Adjusting sales is a good way to start.right now you're looking at 55-60 covers a day. 25 lunch, 30 dinner.

At that rent you should have enough traffic to turn twice. That gets you up in the 1.7 range.

is the rent triple net? or 6 total

paying yourself 60k, you're buying a job. Might as well get a roach coach,


----------



## quiggs

Looking at the numbers you gave I am guessing that you are looking at renting/leasing a place about 2800-3000 square feet?  This would mean you are at $26 sqft a year, so i would hope this is a high traffic WALKING area.  I mention this because that rent seems high, I have been contemplating a place in my town and in the little down town for a place that size I would be looking at $1800 to 3500 a month (thats 30k right there).  So have you done a traffic survey and for that rent the walking vs the cars is more important, moreover are there a few other restaurants around you!. However quite simply put its rare for an owner to take any profit with in the year or so unless they are working with in the restaurant, which is not profit but a wage. The averages here are quite accurate as well from everyone.  The first 3 years you will be looking at 1.8 to 3% than you may be able if all goes well to break a 5% (thats why so many open multiple locations 1.8% at 3 places starts to add up).  The biggest mistake I see is that at the end of a month or year I see new owners take all the "net profit"  as just that net profit or their salary and that is a sure fire way to go under at that 3-5 year mark.  3-10% of sales should be set aside for renovations, repairs, etc.... Right now I am planing that I may open my joint in about 4-5 years (personal finances will be debt free), however I am looking that I will have a salary of $25-40k for the first 3 years as the Chef/Owner.


----------



## panini

It just boggles my mind that in this current economy why would anyone would want to show a profit? Since 2008, profit is just one small calculator, and that's only if you plan to sell your business Other than that, it's quite useless and obsolete.
40 yrs. ago, the concept of ownership was to get it off the ground, work your buns off (usually unpaid) increase gross sales as much as possible. Your payday came when you sold your business and used gross sales X current market multiples. After 2008 everything has changed.
Businesses are sold on market multipliers of net profit. 'hello tax man'!
That's the main reason I changed my business concept to keep the puppy going as long as possible and continue to draw on it. I've been in the same location for 18 yrs. and just signed another 10 with a 10 opt. I'm grooming my niece to keep it going when my wife reduces her work week or
leaves all together (with continuing compensation). I already burped out 4 yrs. ago and perform all of the business accounting needs from home (but still retain a paycheck). My Pastry Chef of 24 yrs. will be the next to go. and so on.
I used to be true blue and invest in retirement accounts for employees and myself. Forget that. no interest, taxes, Give me a constant paycheck till i'm 80 and I'm happier than a pig i sh.
BTW all those calculations above. Throw them out the window. Calculate in buying insurance to insure your insurance policy.

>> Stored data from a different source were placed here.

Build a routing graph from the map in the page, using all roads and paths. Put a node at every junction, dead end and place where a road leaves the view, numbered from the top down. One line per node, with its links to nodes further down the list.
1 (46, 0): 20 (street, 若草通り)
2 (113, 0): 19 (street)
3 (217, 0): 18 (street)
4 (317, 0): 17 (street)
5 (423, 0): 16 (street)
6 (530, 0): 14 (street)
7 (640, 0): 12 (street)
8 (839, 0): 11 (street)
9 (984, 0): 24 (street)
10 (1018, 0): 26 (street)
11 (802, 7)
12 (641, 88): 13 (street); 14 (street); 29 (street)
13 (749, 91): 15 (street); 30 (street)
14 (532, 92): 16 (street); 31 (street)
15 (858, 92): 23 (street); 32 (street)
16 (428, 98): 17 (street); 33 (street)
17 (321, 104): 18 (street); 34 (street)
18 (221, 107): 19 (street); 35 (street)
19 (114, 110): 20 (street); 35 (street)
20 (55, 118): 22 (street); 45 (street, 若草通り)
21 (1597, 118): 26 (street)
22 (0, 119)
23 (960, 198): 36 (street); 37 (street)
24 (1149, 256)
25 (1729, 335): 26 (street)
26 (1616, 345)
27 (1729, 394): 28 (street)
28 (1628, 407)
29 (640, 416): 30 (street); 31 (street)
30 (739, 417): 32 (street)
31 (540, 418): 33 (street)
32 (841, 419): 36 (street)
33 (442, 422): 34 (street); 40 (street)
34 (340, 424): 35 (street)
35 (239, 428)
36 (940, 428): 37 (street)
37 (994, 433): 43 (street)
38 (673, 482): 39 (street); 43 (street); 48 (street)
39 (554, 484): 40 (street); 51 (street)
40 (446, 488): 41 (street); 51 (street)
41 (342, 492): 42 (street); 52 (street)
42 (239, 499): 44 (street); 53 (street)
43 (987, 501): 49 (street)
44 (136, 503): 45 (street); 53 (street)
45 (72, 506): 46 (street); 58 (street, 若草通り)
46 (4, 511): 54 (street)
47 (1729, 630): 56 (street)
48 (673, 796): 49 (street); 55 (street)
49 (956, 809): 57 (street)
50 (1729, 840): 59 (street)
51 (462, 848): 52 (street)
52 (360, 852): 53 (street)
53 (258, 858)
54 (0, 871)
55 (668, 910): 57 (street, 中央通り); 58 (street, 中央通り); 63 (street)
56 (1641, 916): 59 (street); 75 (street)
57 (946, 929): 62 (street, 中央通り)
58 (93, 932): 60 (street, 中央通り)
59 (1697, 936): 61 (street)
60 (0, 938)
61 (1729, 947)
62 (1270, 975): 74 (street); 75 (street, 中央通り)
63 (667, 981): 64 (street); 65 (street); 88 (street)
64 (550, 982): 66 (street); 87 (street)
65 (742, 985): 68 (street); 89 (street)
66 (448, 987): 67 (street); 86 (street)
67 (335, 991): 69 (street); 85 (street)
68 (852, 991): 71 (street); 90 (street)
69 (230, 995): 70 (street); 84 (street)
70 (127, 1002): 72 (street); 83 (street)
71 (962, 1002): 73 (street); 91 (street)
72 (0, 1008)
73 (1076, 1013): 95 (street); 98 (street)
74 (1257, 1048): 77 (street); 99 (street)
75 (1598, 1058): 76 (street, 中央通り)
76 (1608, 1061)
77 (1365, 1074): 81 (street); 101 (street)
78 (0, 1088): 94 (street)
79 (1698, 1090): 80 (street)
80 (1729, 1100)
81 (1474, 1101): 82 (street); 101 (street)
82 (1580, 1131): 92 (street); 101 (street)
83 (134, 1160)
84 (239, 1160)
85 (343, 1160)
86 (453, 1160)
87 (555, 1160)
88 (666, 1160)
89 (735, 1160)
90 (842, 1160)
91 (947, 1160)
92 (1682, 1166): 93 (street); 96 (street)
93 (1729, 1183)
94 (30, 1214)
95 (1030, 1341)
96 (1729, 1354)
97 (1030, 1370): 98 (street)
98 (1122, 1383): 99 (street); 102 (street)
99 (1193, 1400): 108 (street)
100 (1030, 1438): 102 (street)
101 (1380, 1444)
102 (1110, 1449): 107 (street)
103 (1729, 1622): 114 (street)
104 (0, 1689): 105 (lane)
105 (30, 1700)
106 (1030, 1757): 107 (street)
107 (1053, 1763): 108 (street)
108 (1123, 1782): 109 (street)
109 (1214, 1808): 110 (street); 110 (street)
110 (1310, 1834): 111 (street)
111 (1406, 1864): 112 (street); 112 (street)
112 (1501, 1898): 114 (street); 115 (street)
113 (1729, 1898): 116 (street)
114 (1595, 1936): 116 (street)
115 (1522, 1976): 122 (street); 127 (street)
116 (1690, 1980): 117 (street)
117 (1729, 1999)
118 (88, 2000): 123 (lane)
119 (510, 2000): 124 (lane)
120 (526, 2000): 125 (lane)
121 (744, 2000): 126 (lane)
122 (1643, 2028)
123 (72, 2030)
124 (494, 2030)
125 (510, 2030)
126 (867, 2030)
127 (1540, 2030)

Rent? ya 2000. month sounds great calculated into covers. leases without triple net are becoming an anomaly. While your enjoying you 2000. mnth. rent, some yahoo investment group full of ignorant professionals decided to build a 4 story bank at the end of the block. (just for a piece of market share) and add two stories of townhouses.Now your building appraisal goes from 750,000. to 2.2 million. Now your taxes exceed your 2000. monthly rent.
The word profit is right up there with the word passion. You know, the word people use in this this industry as an excuse to let themselves be labor abused, physically abused, mentally abused, sexually abused, etc. It's hard to find a skilled profession where most employees are not passionate about what they do.
DISCLAIMER: Just my own personal opinion with possibly no credibility. Only that I have owned businesses my whole adult life.
Successful Business. Forget all the micro calculating and forecasting! Flexibility is the key to success. You can spent 3 yrs. planning the most wonderful brownie business. If your customers are coming in and asking for lemon squares, you better change to the most wonderful lemon square business.
Most like businesses usually offer the same product. What separates the good company from the bad, is customer service, an open conduit of communication for the customer, actually listen to the customers wants and needs, and consistency. Simple. also a qualified referral practice for things you don't offer.
Two lessons: 1. The most important part of a partnership/investment agreement, is how to dissolve it. 2. Cut yourself a paycheck from day 1. OMGoodness, let me jump down from this soapbox.


----------